▶ **Given entries**
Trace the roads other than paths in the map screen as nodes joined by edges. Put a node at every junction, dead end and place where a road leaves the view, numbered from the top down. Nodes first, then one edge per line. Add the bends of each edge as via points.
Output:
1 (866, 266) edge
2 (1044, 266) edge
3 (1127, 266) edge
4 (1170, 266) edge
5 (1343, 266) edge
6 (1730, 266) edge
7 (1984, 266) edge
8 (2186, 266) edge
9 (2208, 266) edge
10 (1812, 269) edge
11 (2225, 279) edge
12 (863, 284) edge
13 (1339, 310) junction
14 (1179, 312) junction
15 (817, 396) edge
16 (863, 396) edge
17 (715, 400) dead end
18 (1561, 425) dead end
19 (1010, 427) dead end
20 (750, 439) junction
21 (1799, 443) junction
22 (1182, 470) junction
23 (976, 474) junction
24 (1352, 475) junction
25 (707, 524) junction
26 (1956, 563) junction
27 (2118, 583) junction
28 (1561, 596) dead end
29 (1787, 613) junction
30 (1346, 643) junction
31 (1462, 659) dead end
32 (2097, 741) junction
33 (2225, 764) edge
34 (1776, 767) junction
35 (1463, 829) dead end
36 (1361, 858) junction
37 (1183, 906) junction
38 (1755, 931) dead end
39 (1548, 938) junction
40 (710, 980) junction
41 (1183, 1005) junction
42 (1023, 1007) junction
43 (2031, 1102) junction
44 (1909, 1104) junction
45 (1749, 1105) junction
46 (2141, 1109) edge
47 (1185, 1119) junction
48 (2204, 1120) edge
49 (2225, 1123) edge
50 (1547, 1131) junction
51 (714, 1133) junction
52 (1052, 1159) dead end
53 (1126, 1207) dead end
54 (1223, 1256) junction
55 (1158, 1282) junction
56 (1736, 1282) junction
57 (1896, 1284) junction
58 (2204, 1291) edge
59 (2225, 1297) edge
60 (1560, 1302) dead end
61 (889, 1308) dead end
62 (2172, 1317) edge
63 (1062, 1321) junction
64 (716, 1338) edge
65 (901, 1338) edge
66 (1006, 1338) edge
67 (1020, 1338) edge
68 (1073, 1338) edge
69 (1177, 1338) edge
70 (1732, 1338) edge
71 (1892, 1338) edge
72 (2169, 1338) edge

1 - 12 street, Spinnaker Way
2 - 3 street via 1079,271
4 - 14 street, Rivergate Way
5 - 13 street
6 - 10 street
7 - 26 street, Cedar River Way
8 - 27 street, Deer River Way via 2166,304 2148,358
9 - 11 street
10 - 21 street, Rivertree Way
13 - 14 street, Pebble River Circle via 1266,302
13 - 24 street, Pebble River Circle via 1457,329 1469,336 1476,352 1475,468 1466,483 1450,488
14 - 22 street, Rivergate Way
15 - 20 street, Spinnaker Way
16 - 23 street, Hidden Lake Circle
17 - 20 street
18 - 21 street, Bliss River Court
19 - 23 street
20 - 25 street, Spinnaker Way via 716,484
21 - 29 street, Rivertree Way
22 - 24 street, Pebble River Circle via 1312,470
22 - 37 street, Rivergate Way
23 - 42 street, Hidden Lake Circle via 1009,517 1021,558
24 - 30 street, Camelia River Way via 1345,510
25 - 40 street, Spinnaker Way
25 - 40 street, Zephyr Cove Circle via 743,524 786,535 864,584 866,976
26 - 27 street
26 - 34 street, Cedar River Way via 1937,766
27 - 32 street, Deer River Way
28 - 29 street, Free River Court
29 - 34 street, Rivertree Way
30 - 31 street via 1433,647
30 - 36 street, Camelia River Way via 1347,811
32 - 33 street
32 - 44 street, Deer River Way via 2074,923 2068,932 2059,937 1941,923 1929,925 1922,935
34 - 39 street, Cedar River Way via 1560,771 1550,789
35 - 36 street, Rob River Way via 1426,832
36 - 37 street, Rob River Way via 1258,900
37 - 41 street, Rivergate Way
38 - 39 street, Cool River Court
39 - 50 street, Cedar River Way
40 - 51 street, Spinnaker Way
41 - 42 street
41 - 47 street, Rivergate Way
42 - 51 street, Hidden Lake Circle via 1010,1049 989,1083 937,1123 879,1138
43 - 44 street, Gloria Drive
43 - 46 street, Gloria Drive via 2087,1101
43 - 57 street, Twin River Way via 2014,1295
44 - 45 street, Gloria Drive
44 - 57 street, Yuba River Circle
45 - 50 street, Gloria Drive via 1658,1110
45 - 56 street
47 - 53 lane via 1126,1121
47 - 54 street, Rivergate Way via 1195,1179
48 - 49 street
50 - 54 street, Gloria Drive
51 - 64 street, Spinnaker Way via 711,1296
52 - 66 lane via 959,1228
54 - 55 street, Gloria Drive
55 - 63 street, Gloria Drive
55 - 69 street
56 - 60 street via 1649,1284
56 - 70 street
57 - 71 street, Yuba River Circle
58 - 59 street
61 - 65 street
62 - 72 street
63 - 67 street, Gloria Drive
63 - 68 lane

▶ **What this task involves**
Return the whole listing, keeping every word as it is.

▶ **Answer to the exercise**
Trace the roads other than paths in the map screen as nodes joined by edges. Put a node at every junction, dead end and place where a road leaves the view, numbered from the top down. Nodes first, then one edge per line. Add the bends of each edge as via points.
Output:
1 (866, 266) edge
2 (1044, 266) edge
3 (1127, 266) edge
4 (1170, 266) edge
5 (1343, 266) edge
6 (1730, 266) edge
7 (1984, 266) edge
8 (2186, 266) edge
9 (2208, 266) edge
10 (1812, 269) edge
11 (2225, 279) edge
12 (863, 284) edge
13 (1339, 310) junction
14 (1179, 312) junction
15 (817, 396) edge
16 (863, 396) edge
17 (715, 400) dead end
18 (1561, 425) dead end
19 (1010, 427) dead end
20 (750, 439) junction
21 (1799, 443) junction
22 (1182, 470) junction
23 (976, 474) junction
24 (1352, 475) junction
25 (707, 524) junction
26 (1956, 563) junction
27 (2118, 583) junction
28 (1561, 596) dead end
29 (1787, 613) junction
30 (1346, 643) junction
31 (1462, 659) dead end
32 (2097, 741) junction
33 (2225, 764) edge
34 (1776, 767) junction
35 (1463, 829) dead end
36 (1361, 858) junction
37 (1183, 906) junction
38 (1755, 931) dead end
39 (1548, 938) junction
40 (710, 980) junction
41 (1183, 1005) junction
42 (1023, 1007) junction
43 (2031, 1102) junction
44 (1909, 1104) junction
45 (1749, 1105) junction
46 (2141, 1109) edge
47 (1185, 1119) junction
48 (2204, 1120) edge
49 (2225, 1123) edge
50 (1547, 1131) junction
51 (714, 1133) junction
52 (1052, 1159) dead end
53 (1126, 1207) dead end
54 (1223, 1256) junction
55 (1158, 1282) junction
56 (1736, 1282) junction
57 (1896, 1284) junction
58 (2204, 1291) edge
59 (2225, 1297) edge
60 (1560, 1302) dead end
61 (889, 1308) dead end
62 (2172, 1317) edge
63 (1062, 1321) junction
64 (716, 1338) edge
65 (901, 1338) edge
66 (1006, 1338) edge
67 (1020, 1338) edge
68 (1073, 1338) edge
69 (1177, 1338) edge
70 (1732, 1338) edge
71 (1892, 1338) edge
72 (2169, 1338) edge

1 - 12 street, Spinnaker Way
2 - 3 street via 1079,271
4 - 14 street, Rivergate Way
5 - 13 street
6 - 10 street
7 - 26 street, Cedar River Way
8 - 27 street, Deer River Way via 2166,304 2148,358
9 - 11 street
10 - 21 street, Rivertree Way
13 - 14 street, Pebble River Circle via 1266,302
13 - 24 street, Pebble River Circle via 1457,329 1469,336 1476,352 1475,468 1466,483 1450,488
14 - 22 street, Rivergate Way
15 - 20 street, Spinnaker Way
16 - 23 street, Hidden Lake Circle
17 - 20 street
18 - 21 street, Bliss River Court
19 - 23 street
20 - 25 street, Spinnaker Way via 716,484
21 - 29 street, Rivertree Way
22 - 24 street, Pebble River Circle via 1312,470
22 - 37 street, Rivergate Way
23 - 42 street, Hidden Lake Circle via 1009,517 1021,558
24 - 30 street, Camelia River Way via 1345,510
25 - 40 street, Spinnaker Way
25 - 40 street, Zephyr Cove Circle via 743,524 786,535 864,584 866,976
26 - 27 street
26 - 34 street, Cedar River Way via 1937,766
27 - 32 street, Deer River Way
28 - 29 street, Free River Court
29 - 34 street, Rivertree Way
30 - 31 street via 1433,647
30 - 36 street, Camelia River Way via 1347,811
32 - 33 street
32 - 44 street, Deer River Way via 2074,923 2068,932 2059,937 1941,923 1929,925 1922,935
34 - 39 street, Cedar River Way via 1560,771 1550,789
35 - 36 street, Rob River Way via 1426,832
36 - 37 street, Rob River Way via 1258,900
37 - 41 street, Rivergate Way
38 - 39 street, Cool River Court
39 - 50 street, Cedar River Way
40 - 51 street, Spinnaker Way
41 - 42 street
41 - 47 street, Rivergate Way
42 - 51 street, Hidden Lake Circle via 1010,1049 989,1083 937,1123 879,1138
43 - 44 street, Gloria Drive
43 - 46 street, Gloria Drive via 2087,1101
43 - 57 street, Twin River Way via 2014,1295
44 - 45 street, Gloria Drive
44 - 57 street, Yuba River Circle
45 - 50 street, Gloria Drive via 1658,1110
45 - 56 street
47 - 53 lane via 1126,1121
47 - 54 street, Rivergate Way via 1195,1179
48 - 49 street
50 - 54 street, Gloria Drive
51 - 64 street, Spinnaker Way via 711,1296
52 - 66 lane via 959,1228
54 - 55 street, Gloria Drive
55 - 63 street, Gloria Drive
55 - 69 street
56 - 60 street via 1649,1284
56 - 70 street
57 - 71 street, Yuba River Circle
58 - 59 street
61 - 65 street
62 - 72 street
63 - 67 street, Gloria Drive
63 - 68 lane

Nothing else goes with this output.